▸ Exercise aim
Copy the entries exactly, leaving out nothing.

▸ The data
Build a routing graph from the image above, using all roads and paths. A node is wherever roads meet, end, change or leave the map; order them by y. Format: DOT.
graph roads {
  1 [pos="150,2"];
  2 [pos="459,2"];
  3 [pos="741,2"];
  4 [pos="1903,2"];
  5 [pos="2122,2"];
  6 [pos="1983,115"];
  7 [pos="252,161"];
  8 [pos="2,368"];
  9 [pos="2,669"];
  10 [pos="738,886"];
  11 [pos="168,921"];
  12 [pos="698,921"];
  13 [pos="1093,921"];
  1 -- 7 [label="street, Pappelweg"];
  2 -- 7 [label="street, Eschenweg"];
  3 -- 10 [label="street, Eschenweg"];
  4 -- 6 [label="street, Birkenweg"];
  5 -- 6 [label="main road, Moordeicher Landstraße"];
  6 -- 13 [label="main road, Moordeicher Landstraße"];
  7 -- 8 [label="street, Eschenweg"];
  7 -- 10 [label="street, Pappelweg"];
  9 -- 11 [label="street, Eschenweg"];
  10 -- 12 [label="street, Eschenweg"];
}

▸ Response to this task
Build a routing graph from the image above, using all roads and paths. A node is wherever roads meet, end, change or leave the map; order them by y. Format: DOT.
graph roads {
  1 [pos="150,2"];
  2 [pos="459,2"];
  3 [pos="741,2"];
  4 [pos="1903,2"];
  5 [pos="2122,2"];
  6 [pos="1983,115"];
  7 [pos="252,161"];
  8 [pos="2,368"];
  9 [pos="2,669"];
  10 [pos="738,886"];
  11 [pos="168,921"];
  12 [pos="698,921"];
  13 [pos="1093,921"];
  1 -- 7 [label="street, Pappelweg"];
  2 -- 7 [label="street, Eschenweg"];
  3 -- 10 [label="street, Eschenweg"];
  4 -- 6 [label="street, Birkenweg"];
  5 -- 6 [label="main road, Moordeicher Landstraße"];
  6 -- 13 [label="main road, Moordeicher Landstraße"];
  7 -- 8 [label="street, Eschenweg"];
  7 -- 10 [label="street, Pappelweg"];
  9 -- 11 [label="street, Eschenweg"];
  10 -- 12 [label="street, Eschenweg"];
}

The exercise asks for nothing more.